● Exercise requirements: Take the entries below and write them out exactly, with each picture removed.

● Data provided:
<<<<

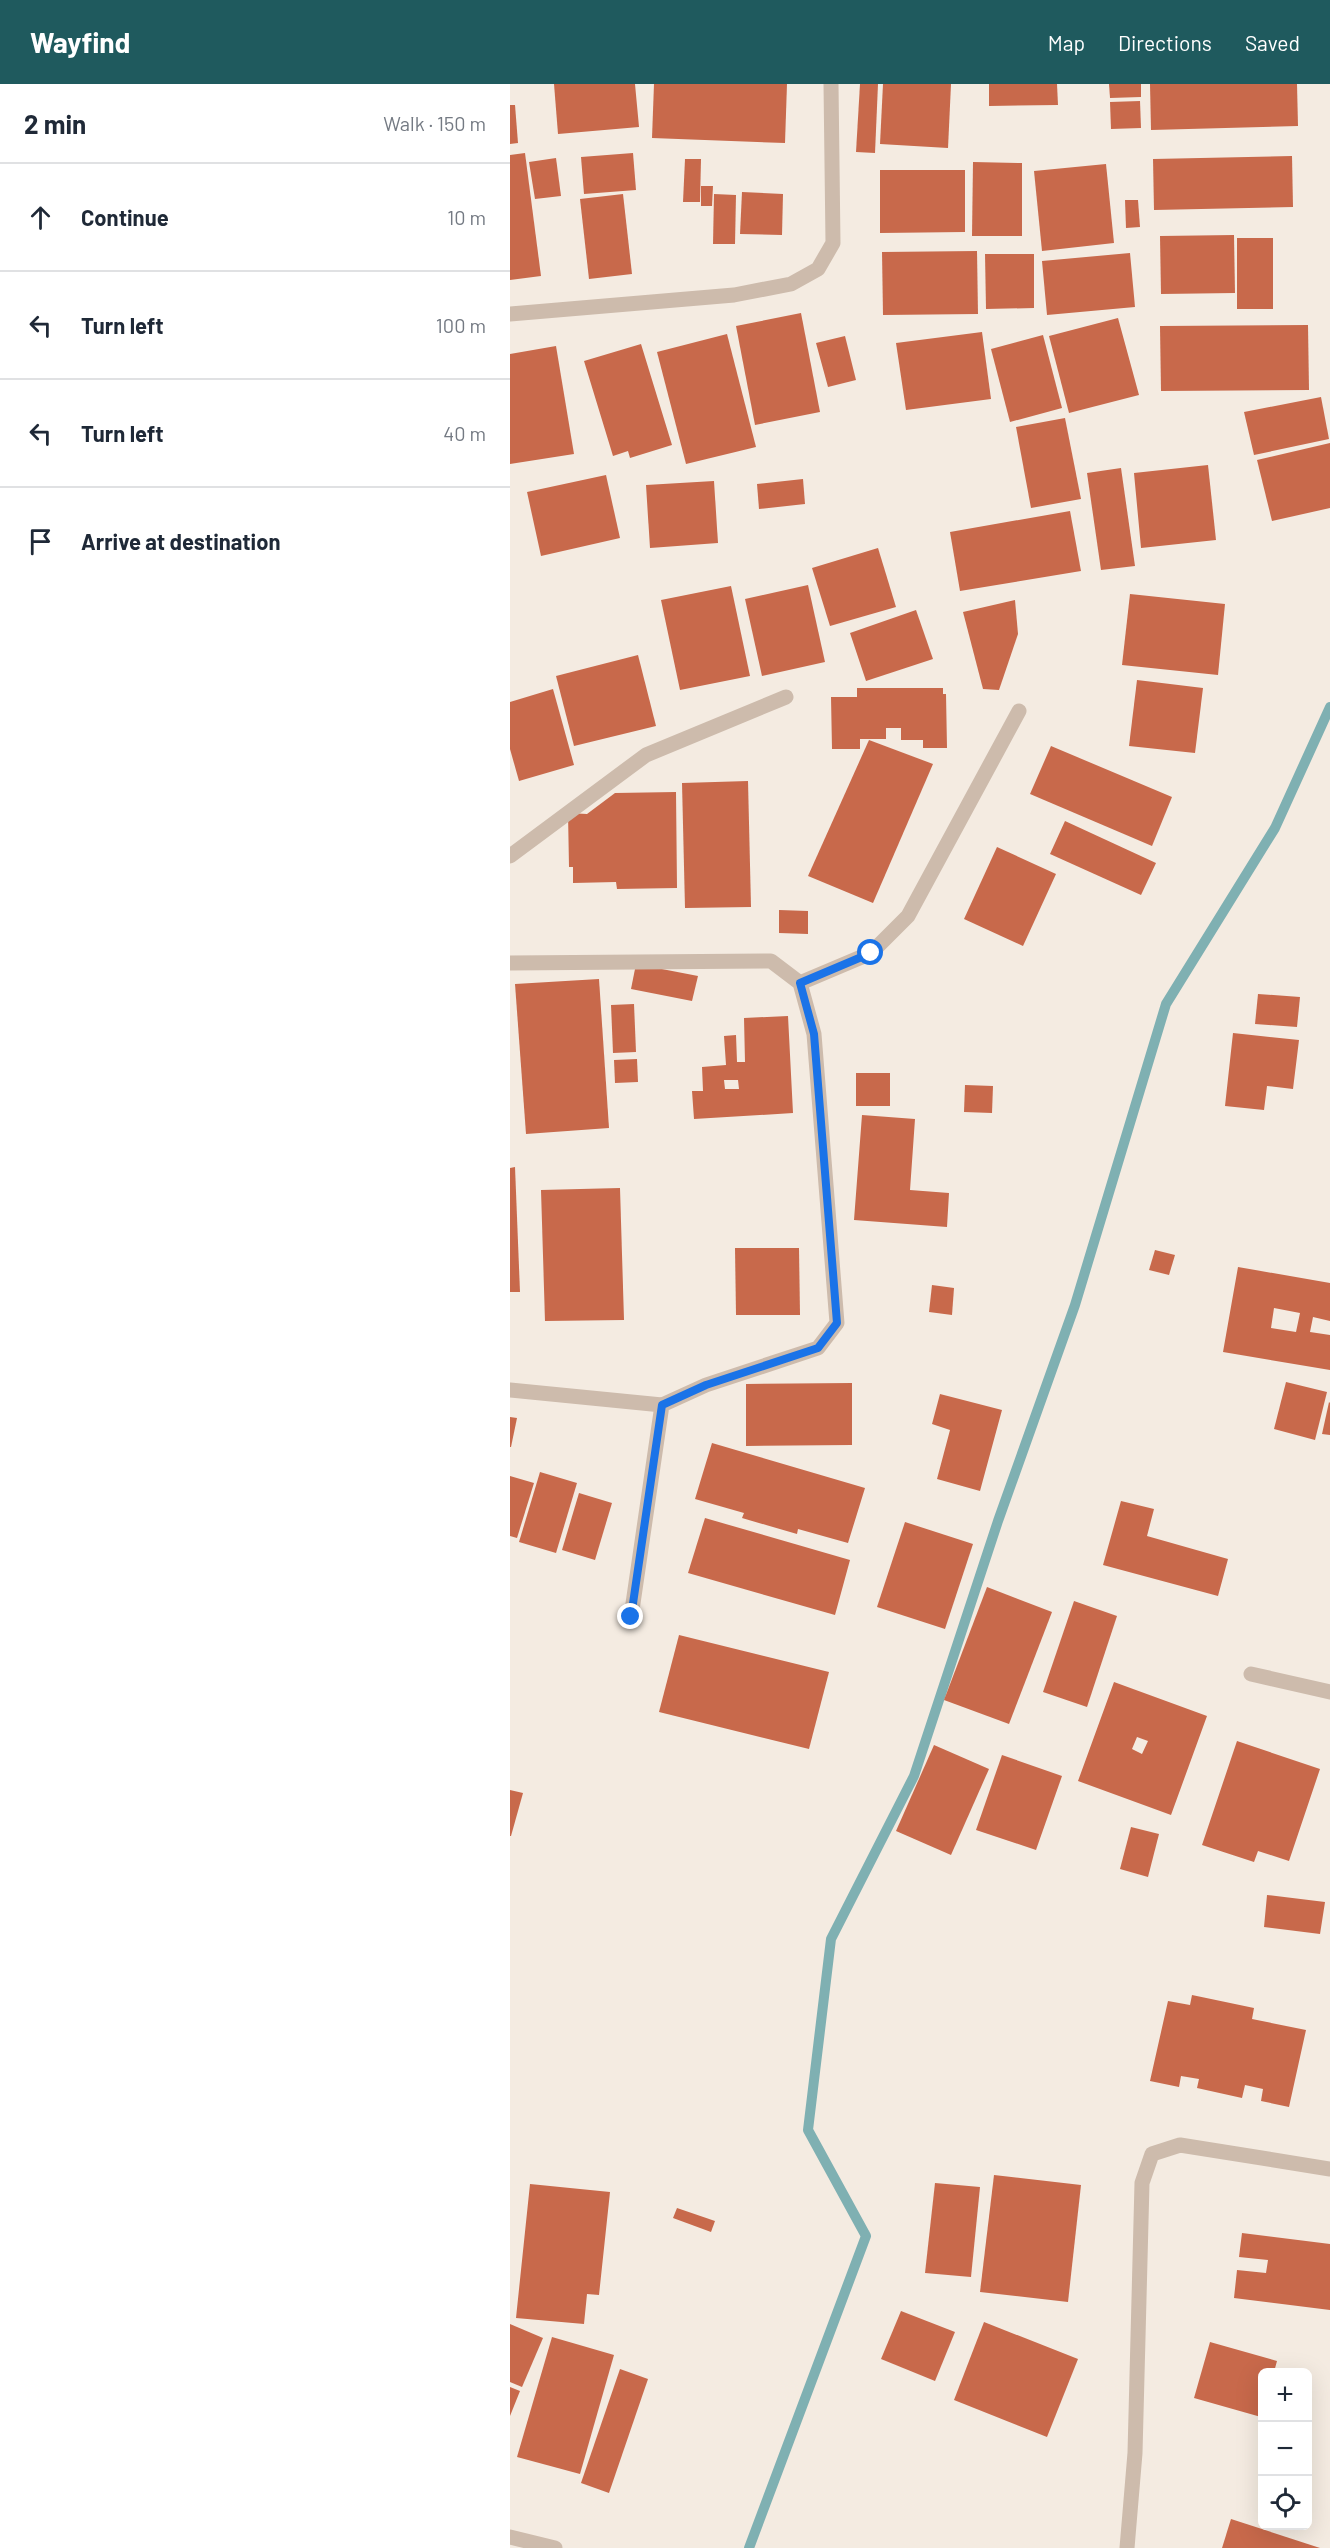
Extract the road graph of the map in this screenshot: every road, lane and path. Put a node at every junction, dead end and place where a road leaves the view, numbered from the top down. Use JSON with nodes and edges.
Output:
{"nodes":[{"id":1,"x":831,"y":84,"type":"edge"},
{"id":2,"x":510,"y":314,"type":"edge"},
{"id":3,"x":786,"y":697,"type":"dead end"},
{"id":4,"x":1019,"y":711,"type":"dead end"},
{"id":5,"x":510,"y":856,"type":"edge"},
{"id":6,"x":510,"y":963,"type":"edge"},
{"id":7,"x":800,"y":983,"type":"junction"},
{"id":8,"x":510,"y":1390,"type":"edge"},
{"id":9,"x":662,"y":1405,"type":"junction"},
{"id":10,"x":631,"y":1617,"type":"dead end"},
{"id":11,"x":1251,"y":1674,"type":"dead end"},
{"id":12,"x":1330,"y":1692,"type":"edge"},
{"id":13,"x":1330,"y":2169,"type":"edge"},
{"id":14,"x":510,"y":2537,"type":"edge"},
{"id":15,"x":555,"y":2548,"type":"edge"},
{"id":16,"x":1127,"y":2548,"type":"edge"}],
"edges":[{"from":1,"to":2,"type":"street"},
{"from":3,"to":5,"type":"street"},
{"from":4,"to":7,"type":"street"},
{"from":6,"to":7,"type":"street"},
{"from":7,"to":9,"type":"street"},
{"from":8,"to":9,"type":"street"},
{"from":9,"to":10,"type":"street"},
{"from":11,"to":12,"type":"street"},
{"from":13,"to":16,"type":"street"},
{"from":14,"to":15,"type":"street"}]}
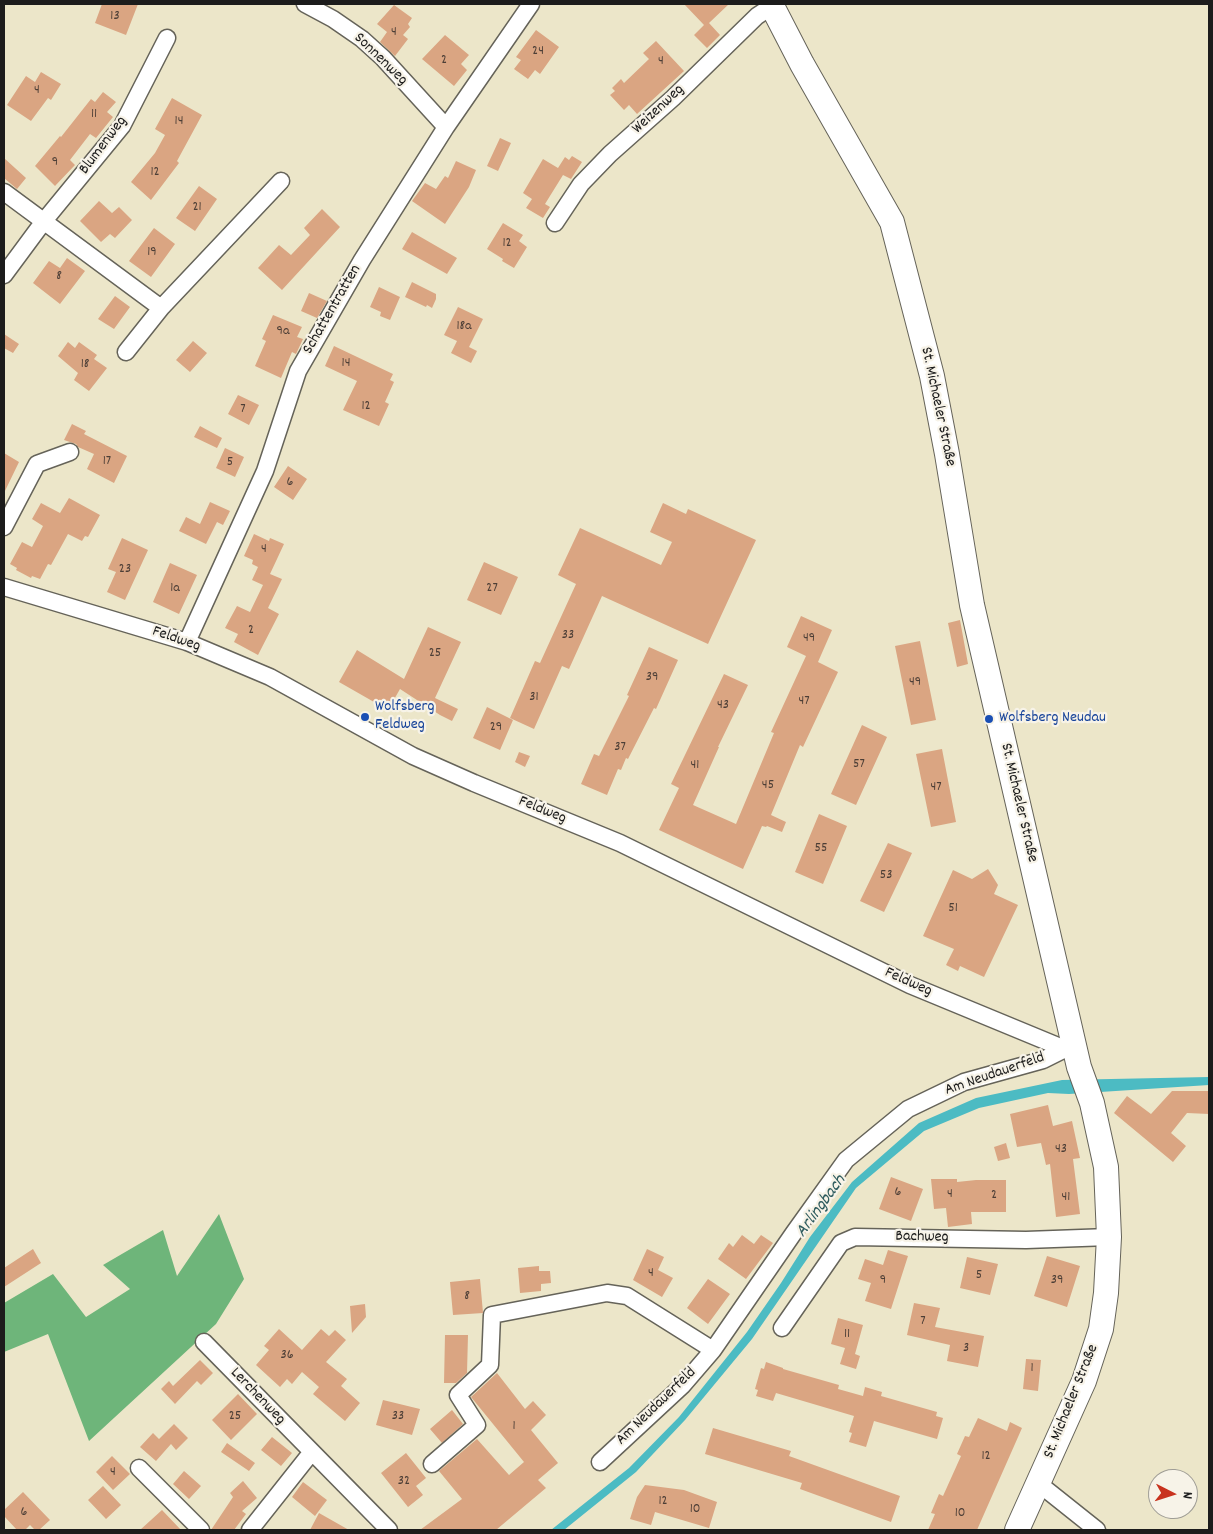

>>>>

● Solution for this exercise:
Extract the road graph of the map in this screenshot: every road, lane and path. Put a node at every junction, dead end and place where a road leaves the view, numbered from the top down. Use JSON with nodes and edges.
Output:
{"nodes":[{"id":1,"x":831,"y":84,"type":"edge"},
{"id":2,"x":510,"y":314,"type":"edge"},
{"id":3,"x":786,"y":697,"type":"dead end"},
{"id":4,"x":1019,"y":711,"type":"dead end"},
{"id":5,"x":510,"y":856,"type":"edge"},
{"id":6,"x":510,"y":963,"type":"edge"},
{"id":7,"x":800,"y":983,"type":"junction"},
{"id":8,"x":510,"y":1390,"type":"edge"},
{"id":9,"x":662,"y":1405,"type":"junction"},
{"id":10,"x":631,"y":1617,"type":"dead end"},
{"id":11,"x":1251,"y":1674,"type":"dead end"},
{"id":12,"x":1330,"y":1692,"type":"edge"},
{"id":13,"x":1330,"y":2169,"type":"edge"},
{"id":14,"x":510,"y":2537,"type":"edge"},
{"id":15,"x":555,"y":2548,"type":"edge"},
{"id":16,"x":1127,"y":2548,"type":"edge"}],
"edges":[{"from":1,"to":2,"type":"street"},
{"from":3,"to":5,"type":"street"},
{"from":4,"to":7,"type":"street"},
{"from":6,"to":7,"type":"street"},
{"from":7,"to":9,"type":"street"},
{"from":8,"to":9,"type":"street"},
{"from":9,"to":10,"type":"street"},
{"from":11,"to":12,"type":"street"},
{"from":13,"to":16,"type":"street"},
{"from":14,"to":15,"type":"street"}]}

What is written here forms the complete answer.